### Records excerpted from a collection
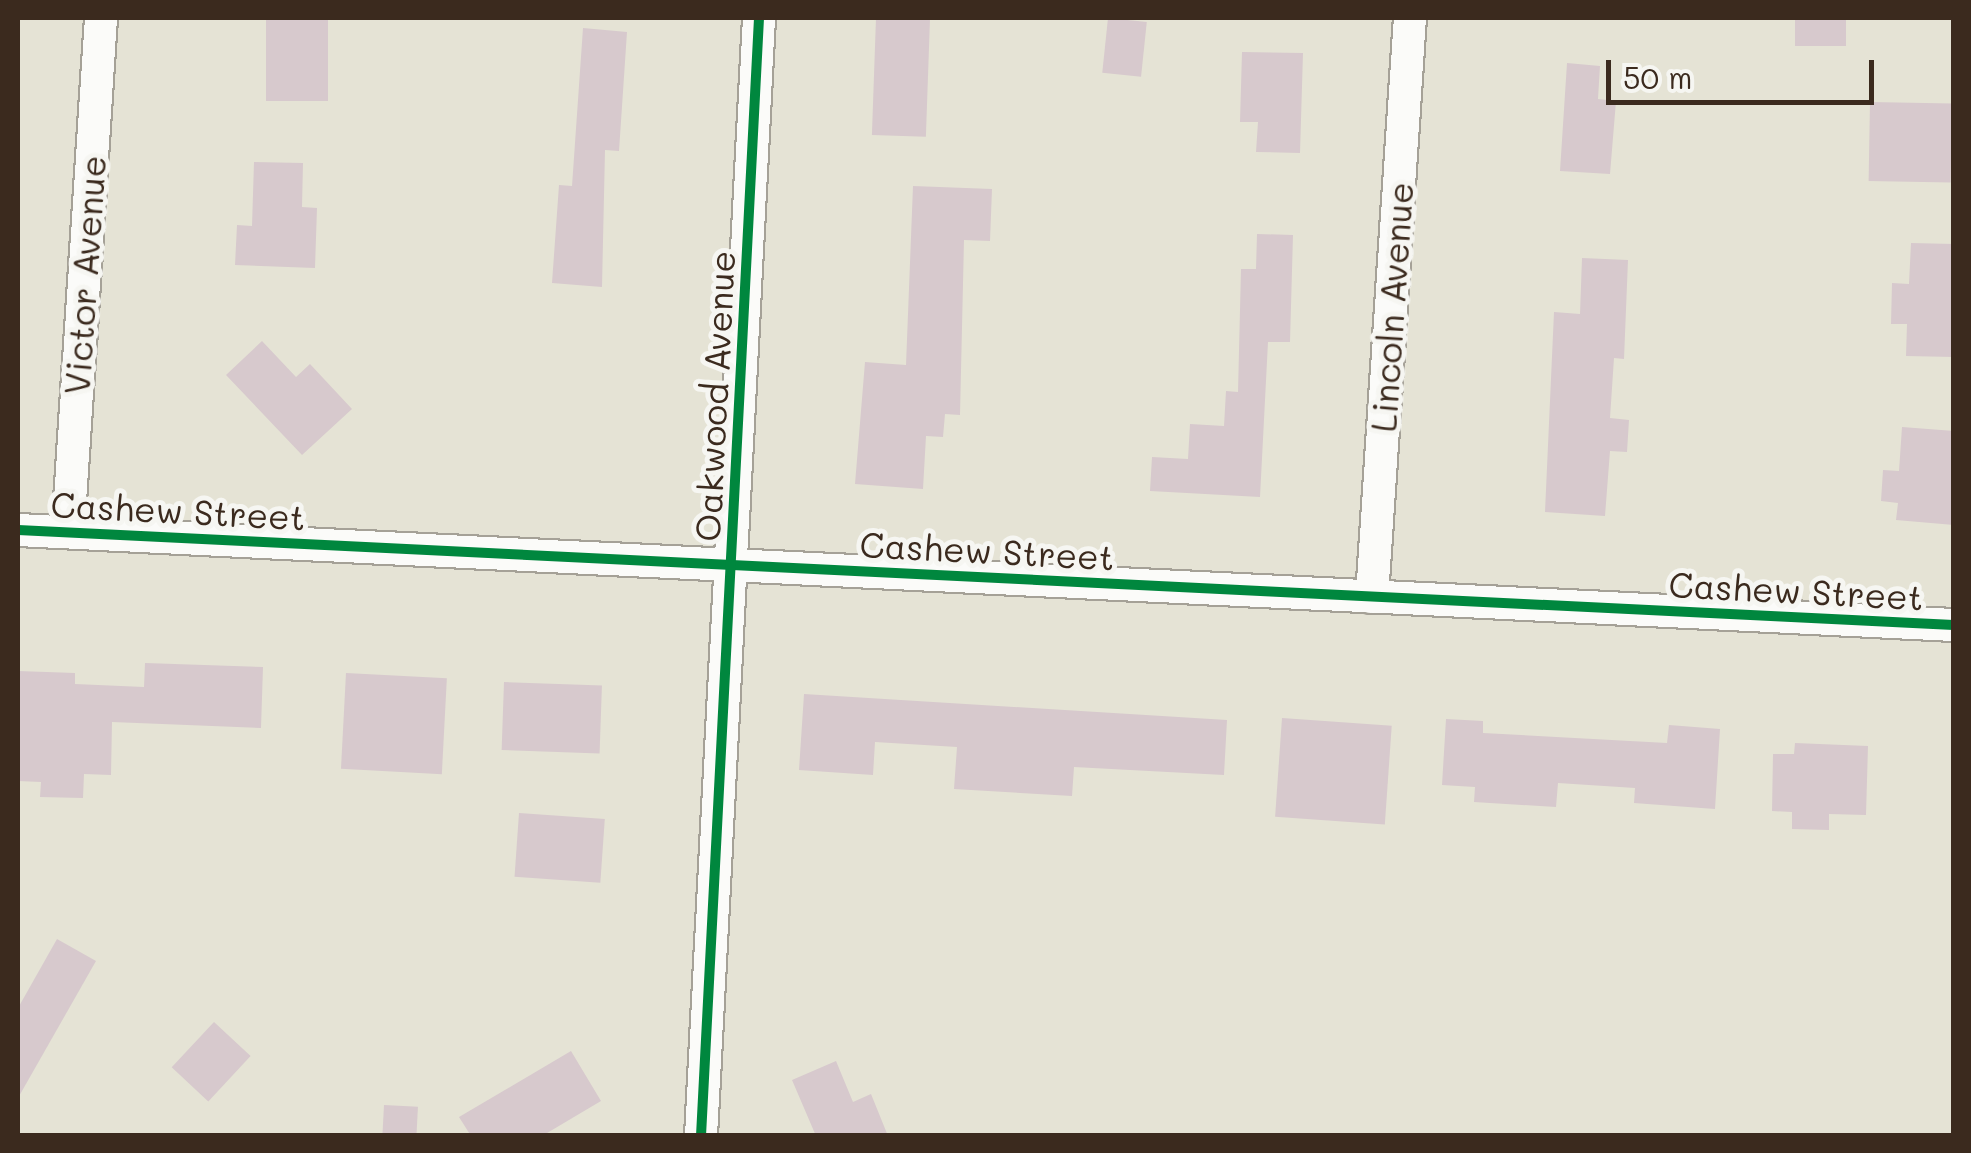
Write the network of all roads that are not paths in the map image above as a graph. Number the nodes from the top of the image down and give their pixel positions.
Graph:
1 (101, 18) edge
2 (759, 18) edge
3 (1410, 18) edge
4 (18, 530) edge
5 (68, 532) junction
6 (734, 565) junction
7 (1372, 597) junction
8 (1954, 626) edge
9 (701, 1136) edge

1 - 5 street, Victor Avenue
2 - 6 street, Oakwood Avenue
3 - 7 street, Lincoln Avenue
4 - 5 street, Cashew Street
5 - 6 street, Cashew Street
6 - 7 street, Cashew Street
6 - 9 street, Oakwood Avenue
7 - 8 street, Cashew Street

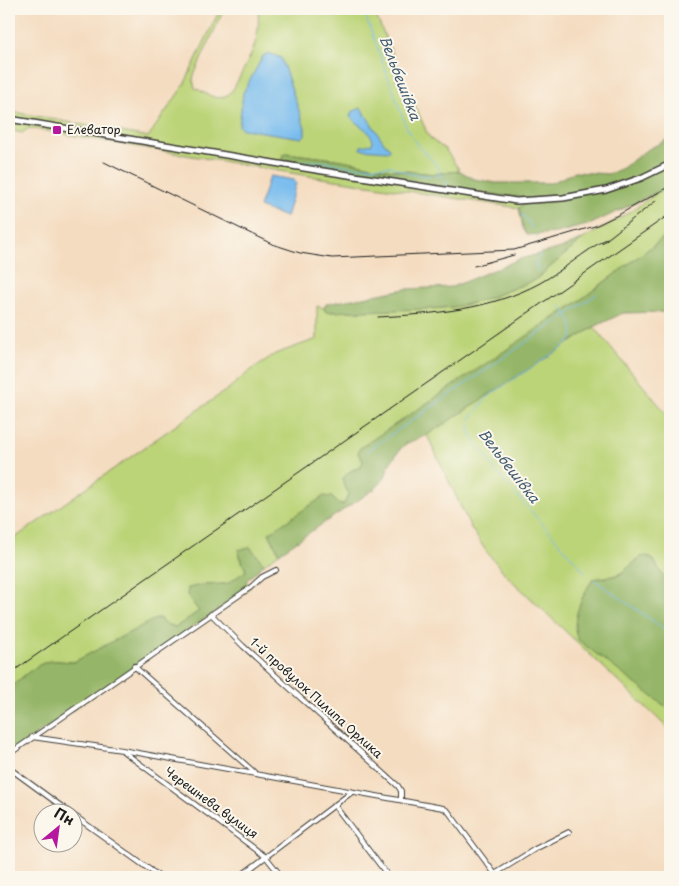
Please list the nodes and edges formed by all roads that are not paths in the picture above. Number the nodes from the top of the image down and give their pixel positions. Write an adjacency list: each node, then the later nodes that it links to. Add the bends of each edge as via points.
1 (9, 119): 2 (street, via 516,201 563,198 606,190)
2 (670, 164)
3 (276, 570): 4 (street)
4 (211, 614): 5 (street); 12 (street, 1-й провулок Пилипа Орлика, via 398,786)
5 (134, 666): 6 (street); 10 (street)
6 (32, 737): 7 (street); 8 (street)
7 (122, 750): 10 (street); 17 (street, Черешнева вулиця)
8 (9, 754)
9 (9, 768): 13 (street)
10 (255, 773): 11 (street)
11 (352, 792): 12 (street); 14 (street)
12 (401, 800): 18 (street, via 447,809)
13 (58, 804)
14 (335, 806): 17 (street); 22 (street)
15 (82, 821): 19 (street)
16 (568, 832): 18 (street)
17 (266, 857): 20 (street); 21 (street, Черешнева вулиця)
18 (495, 874): 23 (street)
19 (160, 877)
20 (239, 877)
21 (282, 877)
22 (389, 877)
23 (490, 877)

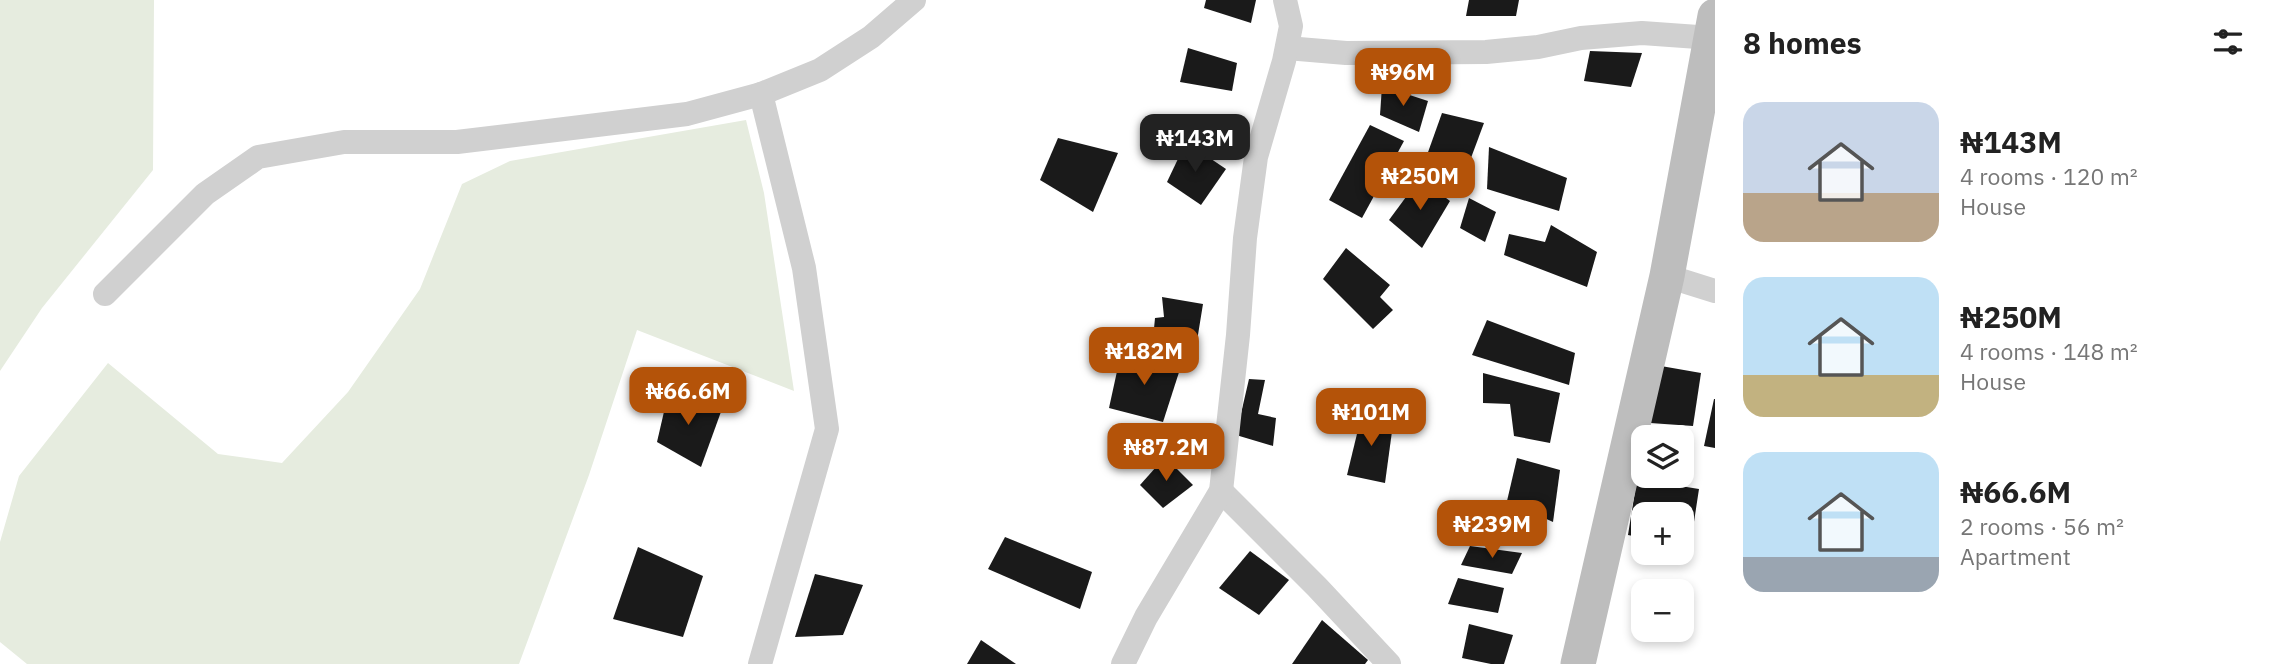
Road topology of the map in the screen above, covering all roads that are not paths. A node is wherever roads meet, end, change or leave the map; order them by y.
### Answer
1 (914, 0) edge
2 (1285, 0) edge
3 (1713, 27) edge
4 (1287, 48) junction
5 (761, 94) junction
6 (1667, 276) junction
7 (1715, 291) edge
8 (105, 294) dead end
9 (1221, 491) junction
10 (760, 664) edge
11 (1123, 664) edge
12 (1388, 664) edge
13 (1578, 664) edge

1 - 5 street
2 - 4 street
3 - 4 street
3 - 6 main road
4 - 9 street
5 - 8 street
5 - 10 street
6 - 7 street
6 - 13 main road
9 - 11 street
9 - 12 street

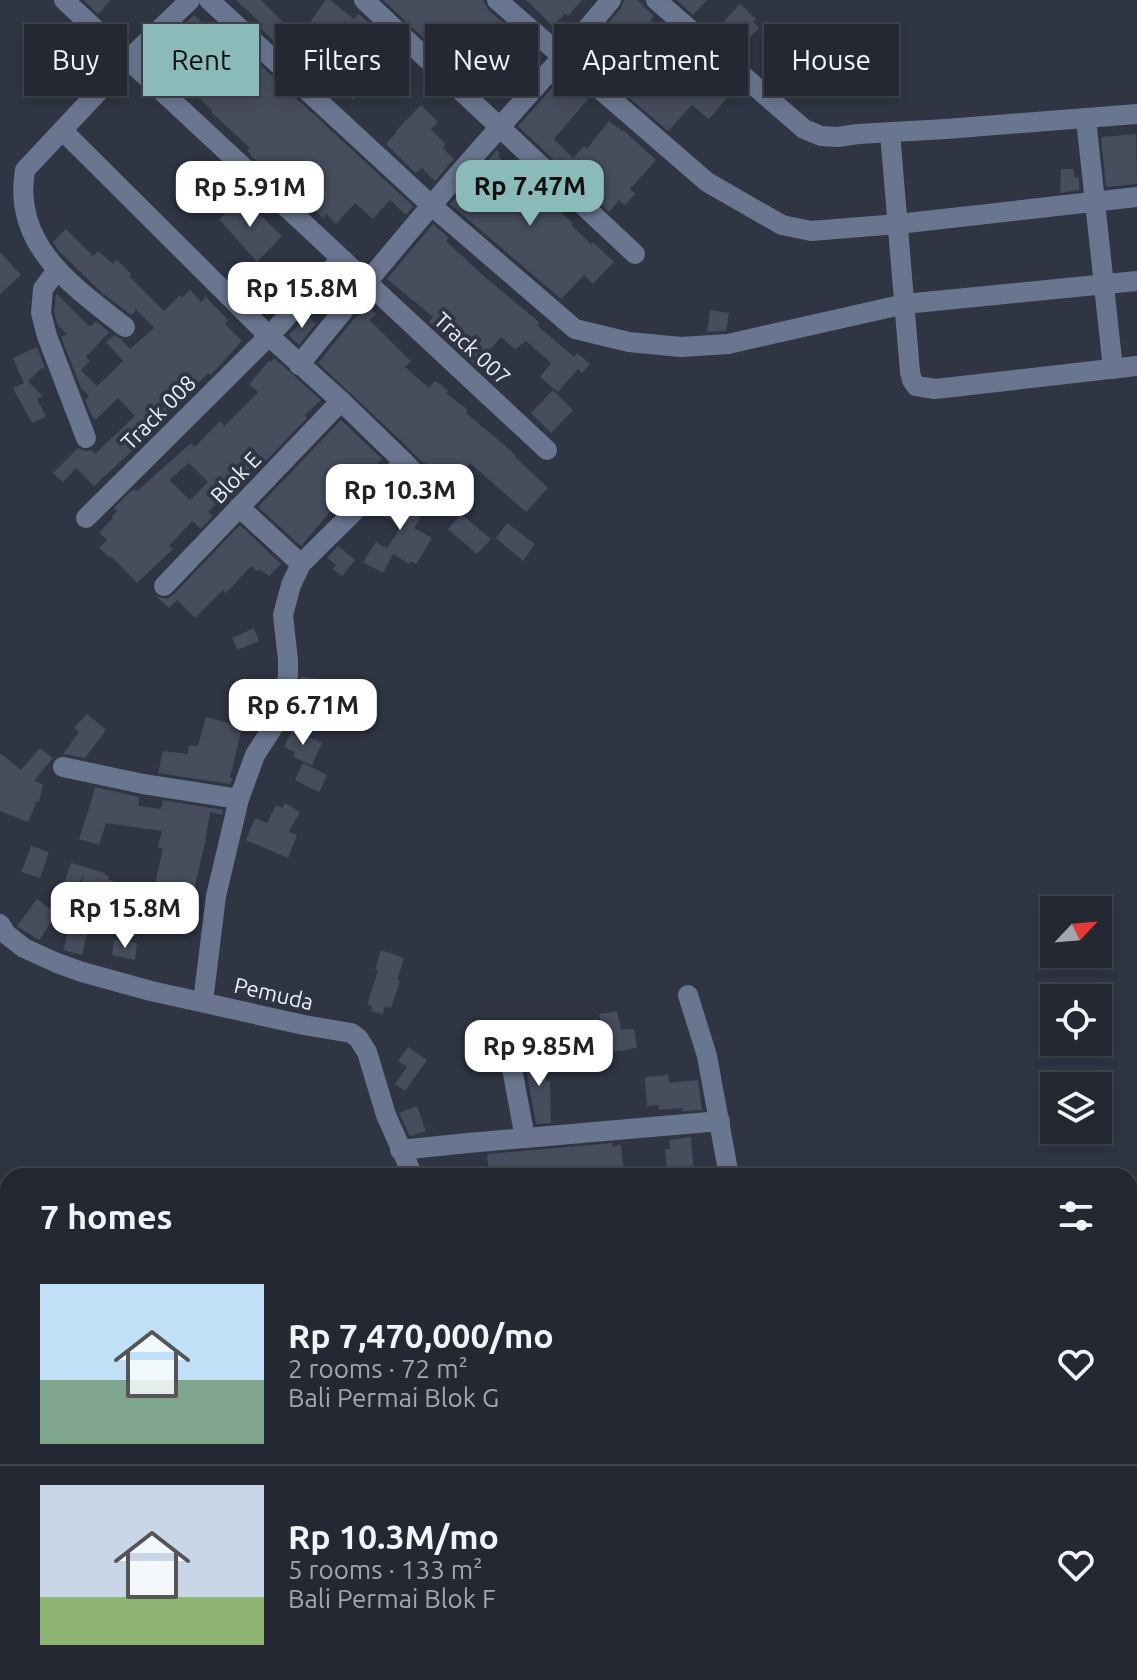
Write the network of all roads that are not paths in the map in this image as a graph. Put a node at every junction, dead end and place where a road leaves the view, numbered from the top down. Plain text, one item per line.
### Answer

### Work task
Please set down exactly the lines running from the one with "item per line." to the last line of the entries above, both of them included, and no others.

### Reply to the exercise
Write the network of all roads that are not paths in the map in this image as a graph. Put a node at every junction, dead end and place where a road leaves the view, numbered from the top down. Plain text, one item per line.
### Answer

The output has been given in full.